**Problem:**
The reply should hold nothing except the lines from the one with "middle dip: (751, 693)" through the end of the entries, duplicated exactly and with no pictures.
Records supplied Start Marker
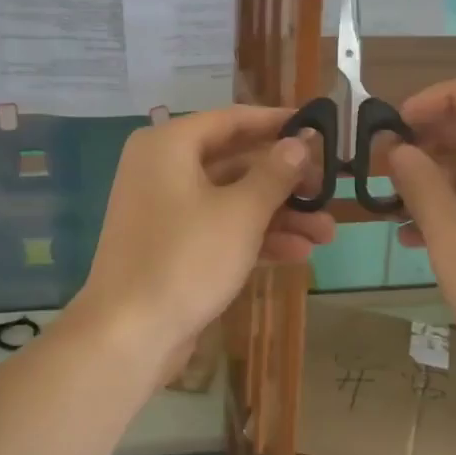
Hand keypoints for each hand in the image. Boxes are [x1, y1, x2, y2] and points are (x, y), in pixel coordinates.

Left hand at [74, 106, 331, 370]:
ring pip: (231, 198)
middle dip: (285, 181)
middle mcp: (162, 168)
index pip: (232, 119)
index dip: (277, 122)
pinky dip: (254, 236)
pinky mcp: (171, 245)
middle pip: (235, 161)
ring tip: (326, 233)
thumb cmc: (186, 258)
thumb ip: (275, 173)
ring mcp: (165, 209)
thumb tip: (299, 142)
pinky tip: (298, 253)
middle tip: (327, 190)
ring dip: (279, 214)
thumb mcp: (241, 213)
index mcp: (169, 145)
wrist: (128, 334)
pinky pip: (218, 227)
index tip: (317, 126)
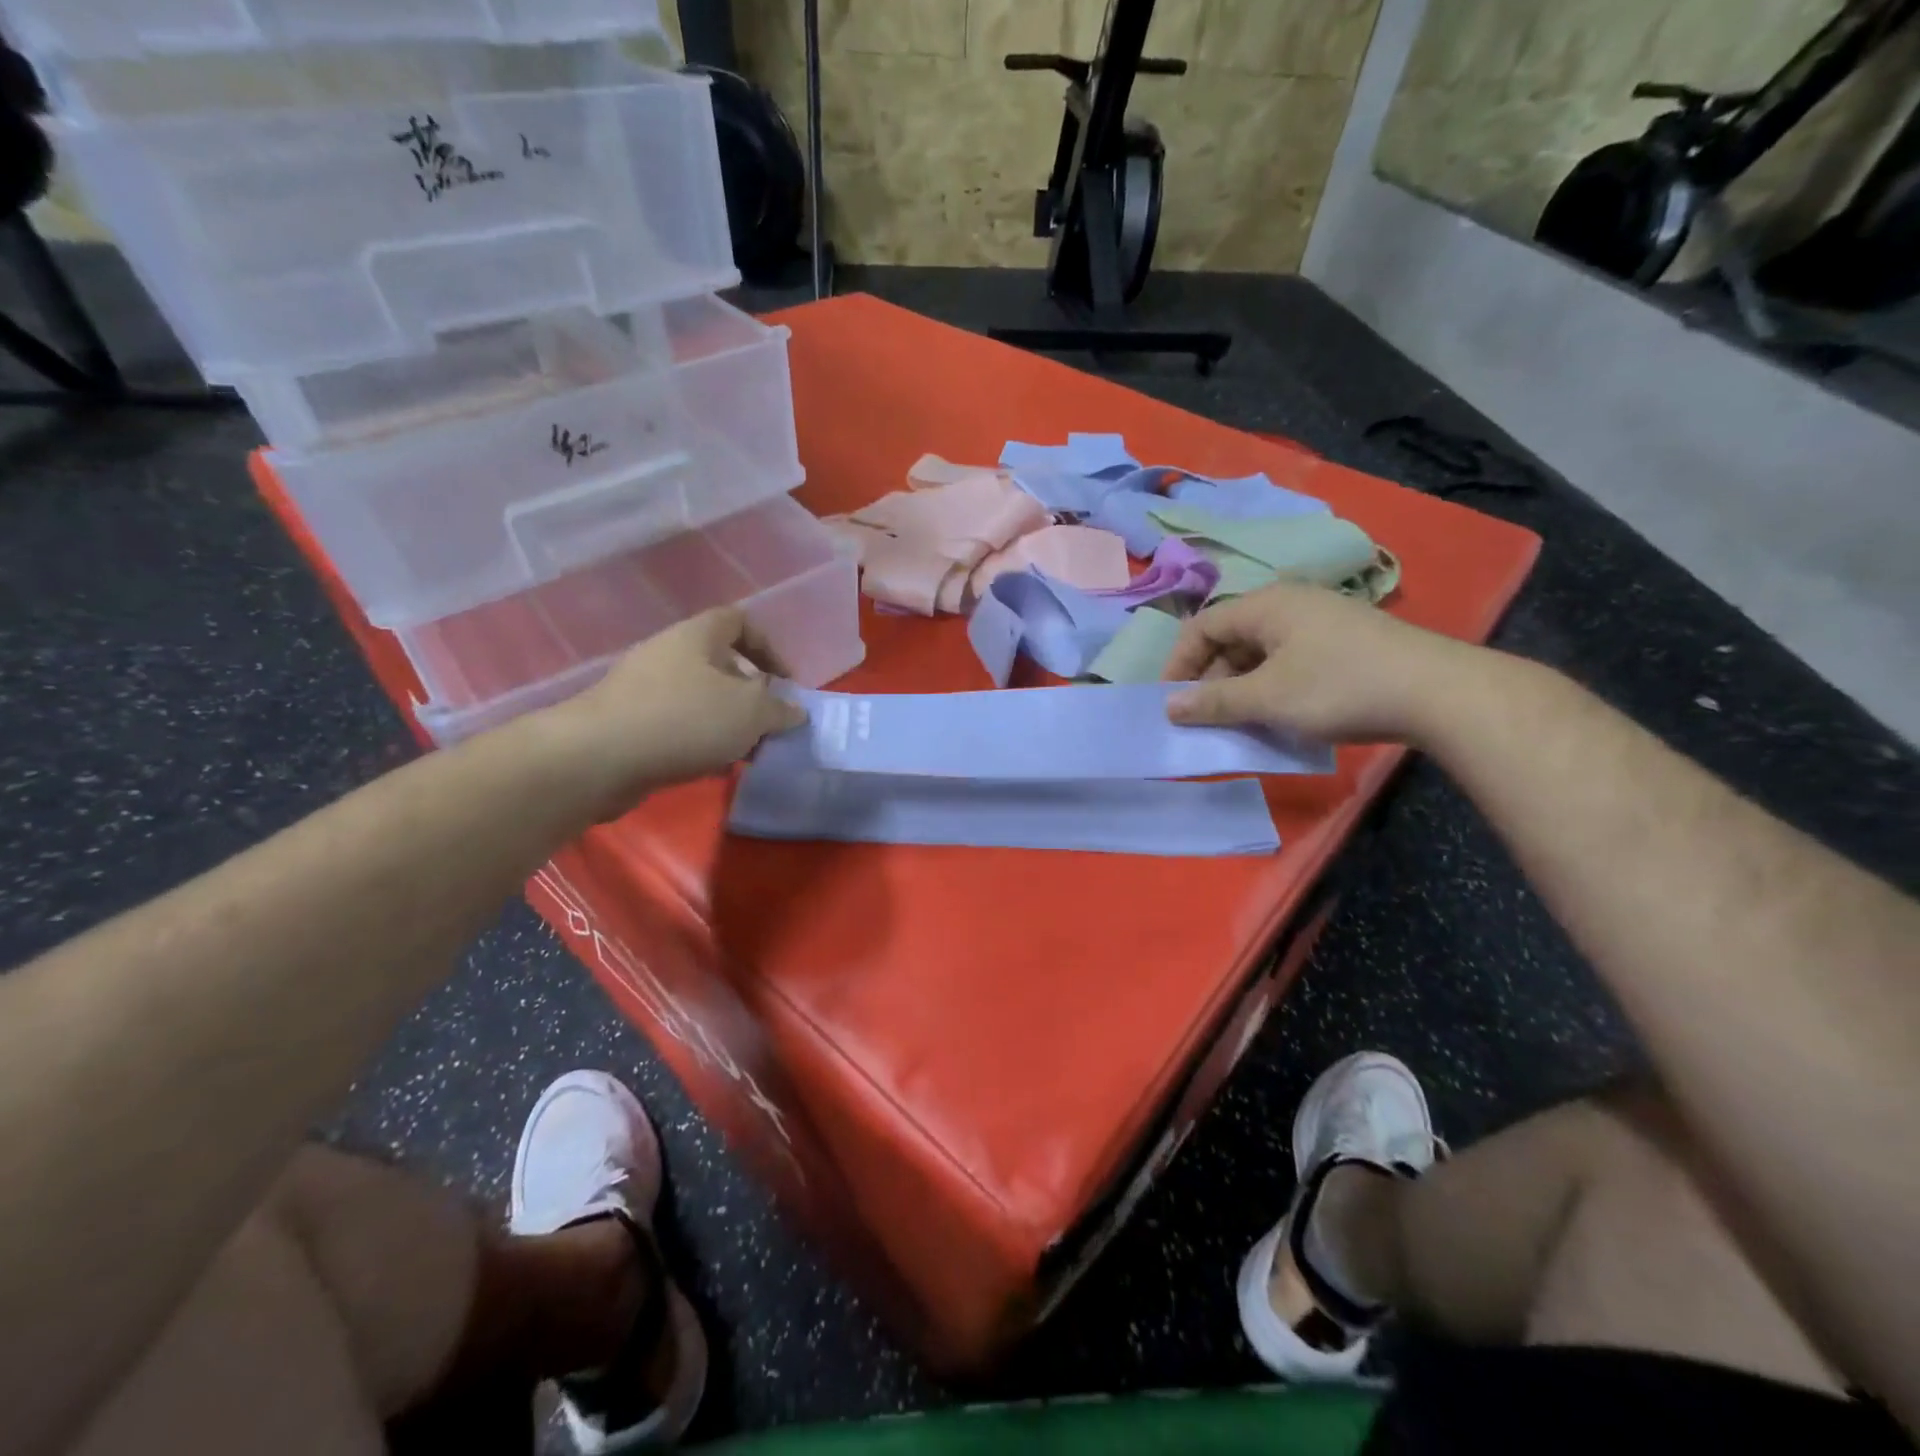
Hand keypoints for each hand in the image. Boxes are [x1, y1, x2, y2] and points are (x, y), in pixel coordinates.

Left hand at [547, 607, 805, 815]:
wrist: (597, 758)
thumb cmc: (684, 719)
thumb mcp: (750, 713)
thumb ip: (779, 710)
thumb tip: (795, 711)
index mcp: (696, 636)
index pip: (739, 620)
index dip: (768, 646)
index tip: (786, 682)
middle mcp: (668, 654)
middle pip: (720, 663)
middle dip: (751, 693)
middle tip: (769, 722)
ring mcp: (644, 689)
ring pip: (700, 698)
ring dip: (727, 721)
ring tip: (746, 751)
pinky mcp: (629, 723)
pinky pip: (677, 724)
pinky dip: (700, 741)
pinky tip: (713, 767)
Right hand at [1161, 583, 1478, 742]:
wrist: (1438, 692)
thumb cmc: (1338, 687)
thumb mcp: (1267, 698)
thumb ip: (1213, 702)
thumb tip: (1169, 706)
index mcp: (1266, 605)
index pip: (1202, 626)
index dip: (1178, 664)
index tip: (1171, 703)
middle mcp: (1290, 603)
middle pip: (1231, 638)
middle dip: (1211, 679)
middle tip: (1206, 718)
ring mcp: (1321, 621)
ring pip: (1261, 652)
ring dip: (1242, 687)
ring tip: (1241, 721)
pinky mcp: (1345, 642)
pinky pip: (1290, 660)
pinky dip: (1272, 686)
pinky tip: (1280, 714)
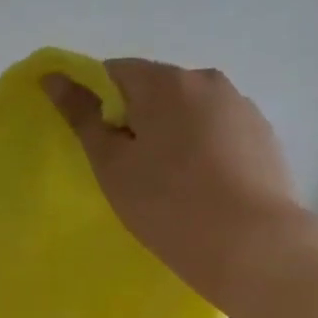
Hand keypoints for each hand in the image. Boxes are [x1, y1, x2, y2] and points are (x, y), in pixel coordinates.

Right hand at [43, 59, 308, 311]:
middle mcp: (208, 81)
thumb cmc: (168, 204)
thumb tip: (53, 77)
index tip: (95, 143)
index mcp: (166, 82)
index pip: (115, 72)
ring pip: (188, 112)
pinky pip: (217, 132)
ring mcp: (242, 107)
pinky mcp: (264, 136)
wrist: (253, 245)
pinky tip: (200, 189)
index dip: (95, 102)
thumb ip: (82, 117)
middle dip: (135, 120)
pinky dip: (200, 150)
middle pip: (155, 90)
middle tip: (127, 170)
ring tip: (167, 184)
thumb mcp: (112, 165)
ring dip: (170, 135)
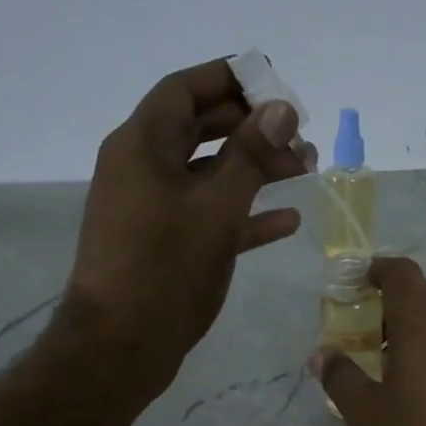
Records supplied End Marker
**Task output:**
middle dip: (751, 693)
middle tip: (769, 722)
ring mcp: (644, 689)
ring pip: (700, 698)
ring dip: (727, 721)
ring tip: (746, 751)
pinky mcp: (629, 723)
pinky pip: (677, 724)
pinky dip: (700, 741)
pinky tip: (713, 767)
Right hand at [1161, 583, 1478, 742]:
wrist: (1438, 692)
thumb cmc: (1338, 687)
thumb mcp: (1267, 698)
thumb ip: (1213, 702)
thumb tip: (1169, 706)
index mcp: (1266, 605)
index pip: (1202, 626)
index dip: (1178, 664)
index tip: (1171, 703)
middle mcp: (1290, 603)
middle pip: (1231, 638)
middle dip: (1211, 679)
middle tip: (1206, 718)
ring mcp: (1321, 621)
ring pip: (1261, 652)
ring dip: (1242, 687)
ring tip: (1241, 721)
pinky mcp: (1345, 642)
pinky pip: (1290, 660)
pinky dip: (1272, 686)
pinky tip: (1280, 714)
Hand keypoints for each hand in the image. Boxes are [x1, y1, x2, y2] and points are (x, y), in pixel coordinates.

Right hand at [43, 59, 308, 311]:
middle mcp: (208, 81)
thumb cmc: (168, 204)
thumb tip: (53, 77)
index tip: (95, 143)
index mcp: (166, 82)
index pip: (115, 72)
ring pip: (188, 112)
pinky pip: (217, 132)
ring mcp: (242, 107)
pinky mcp: (264, 136)
wrist: (253, 245)
pinky tip: (200, 189)
index dip: (95, 102)
thumb ip: (82, 117)
middle dip: (135, 120)
pinky dip: (200, 150)
middle pip: (155, 90)
middle tip: (127, 170)
ring tip: (167, 184)
thumb mcp: (112, 165)
ring dip: (170, 135)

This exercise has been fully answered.